Records to process:
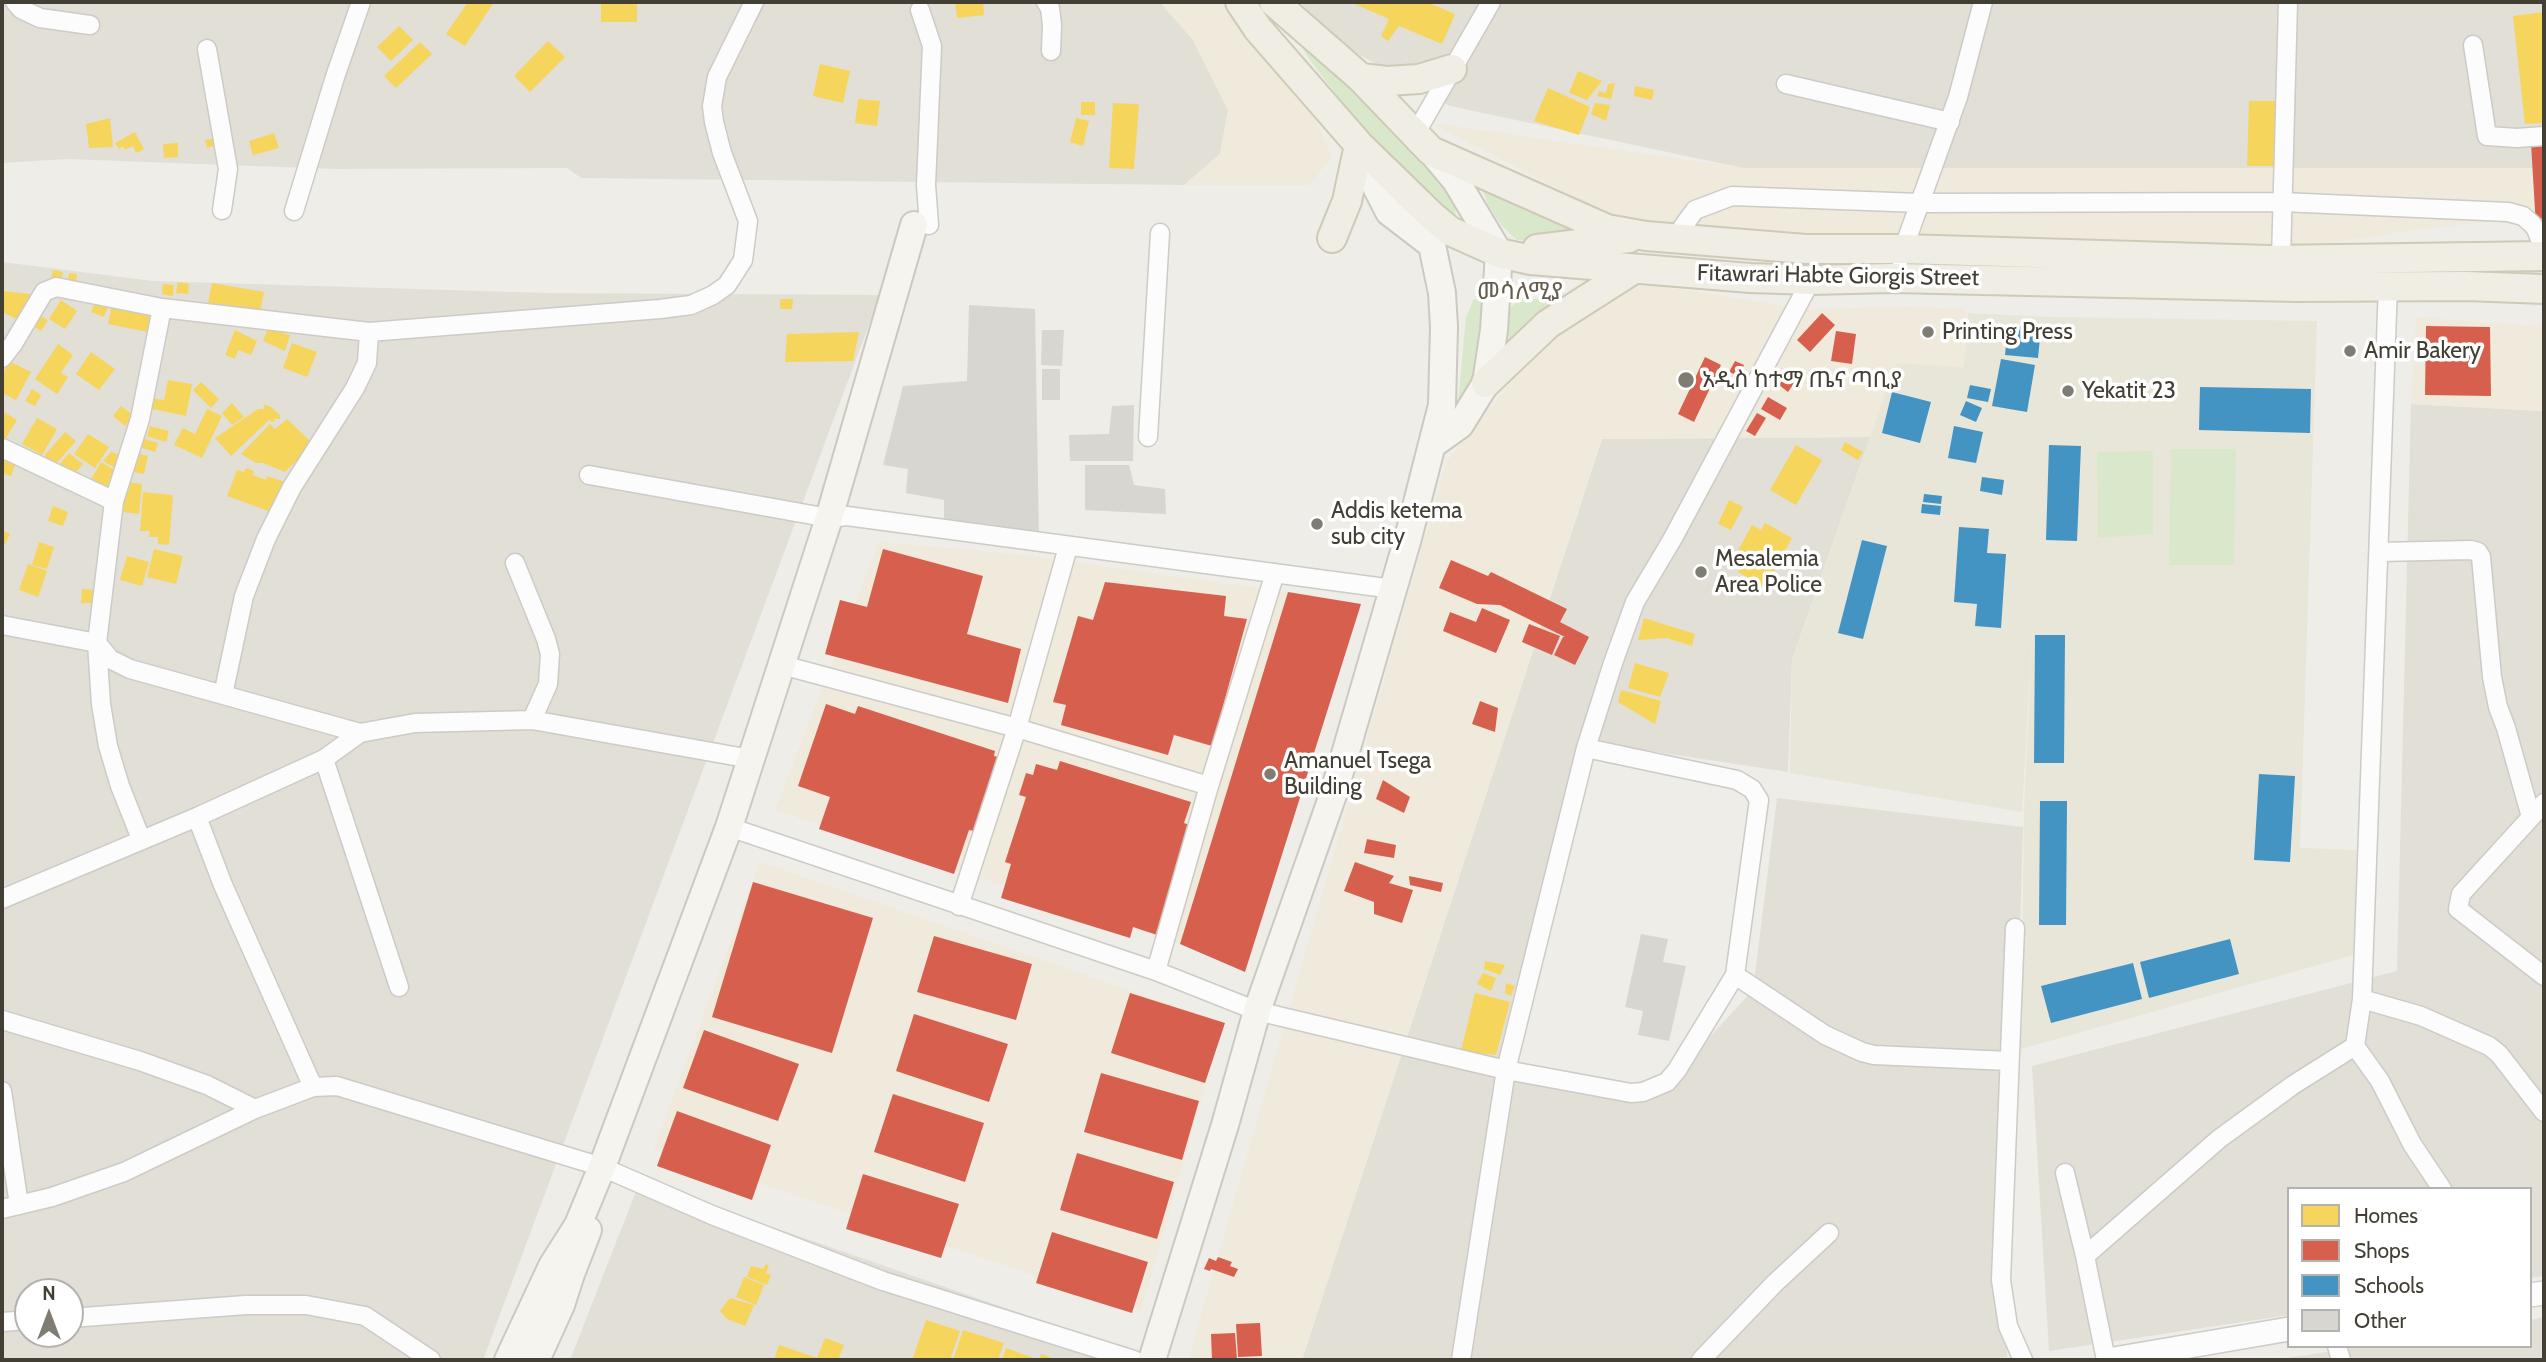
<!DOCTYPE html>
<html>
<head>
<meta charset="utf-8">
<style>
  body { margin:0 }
  #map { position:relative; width:2546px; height:1362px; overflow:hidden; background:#eeede8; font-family:Cabin,sans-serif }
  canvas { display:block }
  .frame { position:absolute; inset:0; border:4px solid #433f35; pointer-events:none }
  .legend { position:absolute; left:2287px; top:1187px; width:245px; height:161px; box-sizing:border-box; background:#fff; border:2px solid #b4b2ae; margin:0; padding:9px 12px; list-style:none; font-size:21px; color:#433f35 }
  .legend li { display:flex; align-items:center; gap:14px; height:35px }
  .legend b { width:35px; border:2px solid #b4b2ae }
  .north { position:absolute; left:14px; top:1278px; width:70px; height:70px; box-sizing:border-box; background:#fff; border:2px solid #b4b2ae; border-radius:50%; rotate:0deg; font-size:19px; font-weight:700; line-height:28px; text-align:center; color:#433f35 }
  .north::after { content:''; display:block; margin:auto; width:24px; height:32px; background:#7f7c74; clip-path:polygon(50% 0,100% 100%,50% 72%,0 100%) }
</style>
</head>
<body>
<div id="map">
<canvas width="2546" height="1362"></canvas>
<div class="frame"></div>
<ul class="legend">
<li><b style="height:19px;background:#f6d55c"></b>Homes</li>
<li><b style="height:19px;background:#d6604d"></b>Shops</li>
<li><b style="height:19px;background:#4393c3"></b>Schools</li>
<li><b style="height:19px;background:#d8d6d1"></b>Other</li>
</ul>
<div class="north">N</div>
</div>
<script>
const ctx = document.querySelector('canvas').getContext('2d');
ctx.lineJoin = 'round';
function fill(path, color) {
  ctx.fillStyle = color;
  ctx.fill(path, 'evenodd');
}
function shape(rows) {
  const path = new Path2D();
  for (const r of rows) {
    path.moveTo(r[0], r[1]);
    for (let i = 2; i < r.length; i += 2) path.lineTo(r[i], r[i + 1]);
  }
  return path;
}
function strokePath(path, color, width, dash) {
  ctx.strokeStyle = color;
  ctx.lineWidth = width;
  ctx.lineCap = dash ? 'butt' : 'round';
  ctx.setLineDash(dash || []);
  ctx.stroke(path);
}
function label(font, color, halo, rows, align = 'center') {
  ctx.font = font + ' Cabin,"Noto Sans Ethiopic",sans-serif';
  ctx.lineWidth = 7;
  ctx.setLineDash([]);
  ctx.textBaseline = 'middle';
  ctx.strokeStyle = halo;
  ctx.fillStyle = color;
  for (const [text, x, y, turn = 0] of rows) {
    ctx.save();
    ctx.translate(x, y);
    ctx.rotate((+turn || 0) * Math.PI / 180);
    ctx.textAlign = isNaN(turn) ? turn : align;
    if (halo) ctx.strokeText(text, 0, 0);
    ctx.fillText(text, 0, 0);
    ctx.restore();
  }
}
const residential = shape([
  [2,2,1160,2,1193,40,1228,110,1220,154,1184,185,581,178,567,168,335,169,67,159,2,163],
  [1300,2,2544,2,2544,168,1743,168,1450,106,1328,37],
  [2,262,153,281,547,293,880,295,483,1360,2,1360],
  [28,1292,70,1292,70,1334,28,1334],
  [2411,404,2544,411,2544,1276,2530,1278,2530,1189,2289,1189,2289,1315,2049,1351,2032,1066,2397,971],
  [1870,437,1792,660,1788,772,1591,742,1516,1071,1662,1089,1753,990,1777,798,2023,827,2007,1357,1979,1360,1302,1360,1602,439],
  [640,1181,1135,1353,1132,1360,570,1360],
  [2544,1317,2544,1360,2274,1360,2366,1346,2530,1346,2530,1320]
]);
const commercial = shape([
  [1160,2,1237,2,1284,49,1332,156,1310,185,1184,185,1220,154,1228,110,1193,40],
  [1431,123,1743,168,2544,168,2544,216,2419,229,2299,248,1920,246,1628,225],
  [1622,285,1666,287,1805,309,1907,307,1966,309,1964,367,1896,363,1870,437,1601,439,1302,1360,1188,1360,1447,461,1540,347],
  [2416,317,2544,327,2544,411,2411,404],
  [879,542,1014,554,1288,592,1180,944,775,810],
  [760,862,1223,1023,1141,1311,654,1148]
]);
const education = shape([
  [1968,313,2048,317,2317,321,2300,848,2360,850,2364,952,2021,1049,2024,810,2033,620,2022,812,1790,773,1792,661,1896,363,1964,367]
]);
const green = shape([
  [1292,32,1378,112,1447,189,1454,201,1456,213,1446,222,1363,129,1312,63],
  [1480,182,1593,234,1546,242,1517,240,1501,225,1489,207],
  [1520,298,1577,301,1504,355,1505,329,1509,309],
  [1474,299,1485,300,1487,354,1457,413,1466,317],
  [2171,449,2236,449,2234,565,2169,565],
  [2153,451,2153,534,2098,538,2097,452]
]);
const homes = shape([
  [468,2,494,2,465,46,446,34],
  [601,2,637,2,637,22,601,22],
  [955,2,983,2,984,15,957,18],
  [1350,2,1427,2,1455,14,1442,44,1399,26,1388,41,1381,36,1389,19],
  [2544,12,2544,123,2525,124,2513,16],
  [399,26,413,40,391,61,377,47],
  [548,41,565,57,530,92,514,76],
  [420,42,432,54,396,88,384,76],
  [820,64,850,71,843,103,813,96],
  [1578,71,1602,81,1587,100,1569,93],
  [1615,83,1611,99,1597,96,1599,91,1606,93,1608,84],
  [1635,86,1654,90,1652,100,1634,96],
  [1548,88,1590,107,1579,135,1534,121],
  [858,99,880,101,877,126,855,123],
  [2249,101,2276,101,2275,166,2247,166],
  [1081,102,1095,102,1095,115,1081,115],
  [1113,103,1139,104,1134,169,1109,168],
  [1595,103,1610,105,1606,121,1591,114],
  [110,118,113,147,89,148,86,124],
  [1076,118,1089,121,1083,146,1070,142],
  [135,132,144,149,136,153,133,146,125,150,123,146,119,149,115,143],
  [274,133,279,148,253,155,249,141],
  [215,138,216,145,207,148,205,140],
  [178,143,178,157,164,158,163,144],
  [53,270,63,272,60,284,50,283],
  [69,273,77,274,76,281,68,279],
  [178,282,189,284,188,294,176,293],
  [212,283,264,292,259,317,207,308],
  [163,284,174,285,173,296,162,294],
  [4,291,30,294,19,320,2,312],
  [96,299,109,304,104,317,91,312],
  [780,299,793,299,792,309,780,309],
  [61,300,77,311,65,329,49,319],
  [112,305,157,314,153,333,108,324],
  [38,315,48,320,41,331,32,325],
  [268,328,290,335,285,351,263,341],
  [235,330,257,341,251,355,238,350,235,359,225,355],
  [859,332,853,361,785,362,787,334],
  [292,343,317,352,307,377,283,368],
  [58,344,73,355,61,373,68,377,57,394,35,379],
  [91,352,115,369,99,390,76,374],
  [9,361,31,372,16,400,2,393,2,376],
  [168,380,192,384,186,416,148,408,150,398,164,400],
  [201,382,219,399,211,408,193,390],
  [32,389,41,395,35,406,25,401],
  [232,403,244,417,232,425,222,413],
  [263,404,271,407,280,415,280,419,274,419,275,421,272,422,269,420,231,456,215,438,258,409,265,409],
  [121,406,134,416,125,426,113,416],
  [207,409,222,416,202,458,174,445,183,428,195,434],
  [2,411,17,420,4,441,2,439],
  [37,418,57,429,42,455,22,444],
  [287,419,313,444,285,472,263,463,256,463,241,454,270,424,275,429],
  [150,426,169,431,166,442,147,436],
  [65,432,76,441,55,465,44,456],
  [88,434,109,447,95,468,74,454],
  [142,438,158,443,155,452,139,447],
  [1845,442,1863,452,1858,460,1841,450],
  [1796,445,1822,460,1796,505,1770,490],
  [111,452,124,456,120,471,103,461],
  [69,453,83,464,72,477,58,466],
  [135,453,148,456,144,474,130,471],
  [2,458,16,463,11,476,2,473],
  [101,462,119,473,107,493,89,483],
  [246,468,254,471,253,475,266,480,267,476,288,483,277,514,227,496,237,470,244,472],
  [126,482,142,484,139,514,123,512],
  [143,492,173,495,169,545,158,544,158,537,149,537,150,531,140,531],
  [1729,500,1743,507,1731,530,1718,524],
  [53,506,68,512,63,526,48,521],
  [1765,523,1792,538,1765,587,1738,572,1745,559,1736,554,1752,525,1761,530],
  [2,530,10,534,4,546,2,545],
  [39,542,54,547,47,569,32,565],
  [154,549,183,556,176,584,147,577],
  [127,556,149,562,142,586,120,580],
  [28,564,47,571,38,597,19,590],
  [82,589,97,590,97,603,81,603],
  [1644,618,1695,634,1692,646,1667,638,1638,640],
  [1635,663,1669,673,1660,697,1628,688],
  [1621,690,1661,701,1655,724,1618,702],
  [1485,961,1505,965,1500,975,1484,969],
  [1483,973,1496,978,1491,991,1477,984],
  [1506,983,1515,986,1511,996,1505,993],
  [1475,993,1510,1002,1496,1055,1461,1051],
  [766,1264,769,1266,766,1273,771,1275,767,1285,747,1277,751,1266,763,1269],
  [744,1277,764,1285,756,1305,736,1297],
  [730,1298,754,1305,745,1326,727,1319,720,1311],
  [926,1320,960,1331,950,1360,922,1358,921,1360,912,1360],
  [963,1330,1004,1343,998,1360,953,1360],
  [825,1338,844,1345,838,1360,774,1360,779,1345,817,1358],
  [1006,1348,1039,1360,1041,1354,1057,1360,1002,1360]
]);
const shops = shape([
  [2544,142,2544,215,2536,227,2531,143],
  [1822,313,1835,325,1810,352,1797,340],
  [2426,326,2490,327,2491,396,2425,395],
  [1836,331,1856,334,1852,364,1831,361],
  [1705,357,1721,365,1694,422,1678,414],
  [1735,361,1744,365,1739,376,1729,372],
  [1787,372,1797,379,1788,392,1779,385],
  [1768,397,1787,408,1780,420,1761,409],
  [1757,413,1766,418,1755,436,1746,431],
  [883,549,983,576,967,634,1021,649,1008,703,825,654,840,600,867,607],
  [1451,560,1488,576,1491,572,1567,609,1560,622,1589,637,1575,665,1554,655,1563,637,1565,637,1500,605,1477,604,1439,588],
  [1105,582,1226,596,1224,616,1247,619,1212,746,1174,735,1168,755,1061,725,1066,705,1053,702,1078,616,1093,620],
  [1288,592,1361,604,1245,972,1180,944],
  [1482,608,1510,620,1496,653,1443,631,1450,612,1476,622],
  [1529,624,1560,636,1552,655,1522,642],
  [1480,701,1498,708,1495,732,1472,724],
  [826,704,855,714,858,706,995,751,994,756,998,757,974,831,969,830,954,874,819,829,830,797,798,786],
  [1060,761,1191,802,1184,823,1192,826,1157,935,1133,927,1130,938,1001,898,1011,864,1005,862,1026,797,1019,795,1026,773,1033,775,1036,764,1057,770],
  [1383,780,1410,797,1404,813,1376,799],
  [1367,839,1396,845,1394,858,1364,853],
  [1355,862,1394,876,1389,883,1413,890,1402,923,1374,914,1374,902,1344,891],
  [1409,876,1443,883,1441,892,1410,885],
  [753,882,873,918,832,1053,712,1017],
  [934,936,1032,964,1016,1020,917,992],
  [1130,993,1225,1023,1205,1083,1111,1053],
  [914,1014,1008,1044,989,1102,896,1071],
  [704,1030,799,1064,778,1121,683,1088],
  [1101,1073,1199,1101,1182,1160,1084,1132],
  [893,1094,984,1123,965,1182,874,1152],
  [677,1111,771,1145,752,1200,657,1166],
  [1077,1153,1174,1182,1157,1239,1060,1210],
  [863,1174,959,1204,941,1258,846,1229],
  [1052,1232,1148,1262,1132,1313,1036,1283],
  [1218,1257,1232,1262,1230,1266,1238,1269,1234,1277,1211,1269,1210,1271,1204,1269,1209,1258,1216,1261],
  [1260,1323,1262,1356,1238,1357,1236,1324],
  [1235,1333,1237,1359,1212,1360,1211,1334]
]);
const schools = shape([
  [2008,325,2041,328,2038,358,2005,355],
  [2001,359,2035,365,2027,412,1992,406],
  [1970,385,1991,389,1988,402,1967,398],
  [2200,387,2311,389,2310,433,2199,430],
  [1892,392,1931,402,1920,443,1882,433],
  [1966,401,1982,408,1976,422,1960,415],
  [1954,426,1983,432,1976,463,1948,458],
  [2049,445,2081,446,2077,541,2046,540],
  [1982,477,2004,480,2002,495,1980,491],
  [1924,494,1942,496,1941,504,1923,502],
  [1922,504,1941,506,1940,515,1921,513],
  [1959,527,1989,529,1987,553,2006,554,2001,628,1975,626,1977,604,1954,602],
  [1862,540,1887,546,1863,639,1838,633],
  [2035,635,2065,635,2064,763,2034,763],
  [2259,774,2295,776,2290,862,2254,860],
  [2040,801,2067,801,2066,925,2039,925],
  [2230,939,2239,974,2149,998,2140,962],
  [2133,963,2142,999,2051,1023,2041,986]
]);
const building = shape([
  [969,305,1035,309,1039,540,944,522,944,500,906,493,908,469,883,465,903,386,967,381],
  [1042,330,1064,330,1062,366,1041,365],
  [1042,369,1060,369,1060,400,1042,400],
  [1134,405,1133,461,1070,461,1069,435,1109,434,1112,406],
  [1085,465,1129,465,1134,485,1165,489,1166,514,1085,510],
  [1641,934,1668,939,1663,962,1686,966,1669,1041,1638,1035,1643,1011,1625,1007]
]);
const minor = shape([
  [15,2,21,9,40,18,90,25],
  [1046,2,1050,8,1052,25,1051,51],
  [920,10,932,46,926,185,929,225],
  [2473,45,2487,136,2517,138,2544,136],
  [207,49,228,169,222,210],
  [1786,84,1950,122],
  [1414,136,1491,2],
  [294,211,335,77,361,2],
  [1674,239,1695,210,1732,196,1920,203,2282,202,2508,212,2523,216,2532,224,2536,229,2544,250],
  [1900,258,1958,97,1983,2],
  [2281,260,2288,2],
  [2388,285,2362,999,2355,1046,2380,1081,2412,1144,2442,1189],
  [2,358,13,344,44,292,56,287,162,308,369,332,660,309,691,305,713,295,727,285,743,260,748,221,722,153,714,122,712,106,717,77,754,2],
  [1148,437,1160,233],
  [2,448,114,501],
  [589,475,829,518,847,516,1393,589],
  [2380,552,2471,550,2478,552,2481,557,2492,677,2498,707,2506,728,2531,817],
  [515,563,546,639,550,654,548,684,532,720],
  [2,625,97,643,110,659,130,669,360,733],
  [782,665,1017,728,1209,786],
  [223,695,244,596,266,539,292,487,355,388,367,363,369,332],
  [324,759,399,987],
  [2544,803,2461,894,2458,909,2544,976],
  [197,817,223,885,313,1087],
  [729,827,1156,971,1257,1011,1506,1070,1631,1093,1643,1092,1667,1082,1677,1070,1735,975,1759,800,1752,789,1737,780,1586,748],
  [141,839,120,786,108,746,101,704,97,643,114,501,140,419,162,308],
  [2,899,197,817,324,759,360,733,415,723,532,720,751,759],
  [959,906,1017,728,1068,547],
  [2015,928,2001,1280,2008,1326,2023,1360],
  [1156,971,1209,786,1275,573],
  [1735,975,1825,1035,1862,1052,1874,1055,2009,1061],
  [2362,999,2421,1016,2489,1046,2499,1054,2544,1112],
  [2,1020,140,1061,207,1085,255,1109],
  [2,1091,19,1205],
  [2065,1173,2085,1256,2106,1360],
  [2,1209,52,1197,124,1172,255,1109,313,1087,337,1086,602,1167,712,1215,883,1281,1134,1360],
  [2085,1256,2219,1139,2293,1085,2355,1046],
  [70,1318,246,1305,306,1305,365,1316,431,1360],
  [2,1322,28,1320],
  [2337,1346,2341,1360],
  [1461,1360,1506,1070,1586,748,1613,663,1635,602,1673,538,1811,280],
  [1701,1360,1775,1283,1829,1233]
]);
const tertiary = shape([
  [2530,1295,2544,1293],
  [2108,1360,2289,1329]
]);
const secondary = shape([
  [1431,151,1456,181,1499,253,1494,330,1486,383,1460,425,1432,445],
  [571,1274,588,1230],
  [508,1360,552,1266,578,1225,602,1167,729,827,829,518,914,225],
  [536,1360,561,1305,571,1274,574,1258],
  [1152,1360,1225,1125,1257,1011,1334,792,1408,538,1442,405,1444,327,1442,293,1432,245,1389,212,1372,179,1367,153]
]);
const primary = shape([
  [1240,2,1258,29,1359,145,1432,216,1450,231,1499,253,1531,260,1750,278,1811,280,1893,278,2296,287,2466,286,2544,289],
  [1274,2,1361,78,1431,151,1607,229,1646,236,1806,249,1903,249,2269,260,2544,256],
  [1361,78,1387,81,1419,79,1452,69],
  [1332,238,1347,201,1359,145],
  [1537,249,1629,238],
  [1486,383,1548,324,1634,269]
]);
const markers = [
  [1928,332,7,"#7f7c74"],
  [2350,351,7,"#7f7c74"],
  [1686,380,9,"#7f7c74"],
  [2068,391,7,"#7f7c74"],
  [1317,524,7,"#7f7c74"],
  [1701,572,7,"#7f7c74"],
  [1270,774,7,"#7f7c74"]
];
const streetNames = [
  ["Fitawrari Habte Giorgis Street",1838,276,1]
];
const poiNames = [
  ["Printing Press",1942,332],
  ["Amir Bakery",2364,351],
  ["አዲስ ከተማ ጤና ጣቢያ",1702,380],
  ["Yekatit 23",2082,391],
  ["Addis ketema",1331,511],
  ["sub city",1331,537],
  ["Mesalemia",1715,559],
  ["Area Police",1715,585],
  ["Amanuel Tsega",1284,761],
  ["Building",1284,787]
];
const neighbourhoodNames = [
  ["መሳለሚያ",1520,292]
];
fill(residential, '#e2dfd6');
fill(commercial, '#f0eadc');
fill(education, '#e8e6d8');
fill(green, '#d9e8ca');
fill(homes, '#f6d55c');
fill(shops, '#d6604d');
fill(schools, '#4393c3');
fill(building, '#d8d6d1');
strokePath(minor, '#cccbc6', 21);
strokePath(tertiary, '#cccbc6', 26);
strokePath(secondary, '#cccac0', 30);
strokePath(primary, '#cfcab7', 32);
strokePath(minor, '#fcfcfc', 18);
strokePath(tertiary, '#fcfcfc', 23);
strokePath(secondary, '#f5f4ef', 26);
strokePath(primary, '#efede4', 28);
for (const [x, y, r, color] of markers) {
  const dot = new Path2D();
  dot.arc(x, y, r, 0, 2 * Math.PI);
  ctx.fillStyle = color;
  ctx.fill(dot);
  strokePath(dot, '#fff', 2.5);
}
label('23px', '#433f35', '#fff', streetNames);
label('23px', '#433f35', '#fff', poiNames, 'left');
label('24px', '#655e4d', '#fff', neighbourhoodNames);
</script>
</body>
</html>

What the exercise asks:
Give again exactly, and only, the lines above starting at the one with "ctx.save();" and ending at the one with "[760,862,1223,1023,1141,1311,654,1148]".

Solution:
    ctx.save();
    ctx.translate(x, y);
    ctx.rotate((+turn || 0) * Math.PI / 180);
    ctx.textAlign = isNaN(turn) ? turn : align;
    if (halo) ctx.strokeText(text, 0, 0);
    ctx.fillText(text, 0, 0);
    ctx.restore();
  }
}
const residential = shape([
  [2,2,1160,2,1193,40,1228,110,1220,154,1184,185,581,178,567,168,335,169,67,159,2,163],
  [1300,2,2544,2,2544,168,1743,168,1450,106,1328,37],
  [2,262,153,281,547,293,880,295,483,1360,2,1360],
  [28,1292,70,1292,70,1334,28,1334],
  [2411,404,2544,411,2544,1276,2530,1278,2530,1189,2289,1189,2289,1315,2049,1351,2032,1066,2397,971],
  [1870,437,1792,660,1788,772,1591,742,1516,1071,1662,1089,1753,990,1777,798,2023,827,2007,1357,1979,1360,1302,1360,1602,439],
  [640,1181,1135,1353,1132,1360,570,1360],
  [2544,1317,2544,1360,2274,1360,2366,1346,2530,1346,2530,1320]
]);
const commercial = shape([
  [1160,2,1237,2,1284,49,1332,156,1310,185,1184,185,1220,154,1228,110,1193,40],
  [1431,123,1743,168,2544,168,2544,216,2419,229,2299,248,1920,246,1628,225],
  [1622,285,1666,287,1805,309,1907,307,1966,309,1964,367,1896,363,1870,437,1601,439,1302,1360,1188,1360,1447,461,1540,347],
  [2416,317,2544,327,2544,411,2411,404],
  [879,542,1014,554,1288,592,1180,944,775,810],
  [760,862,1223,1023,1141,1311,654,1148]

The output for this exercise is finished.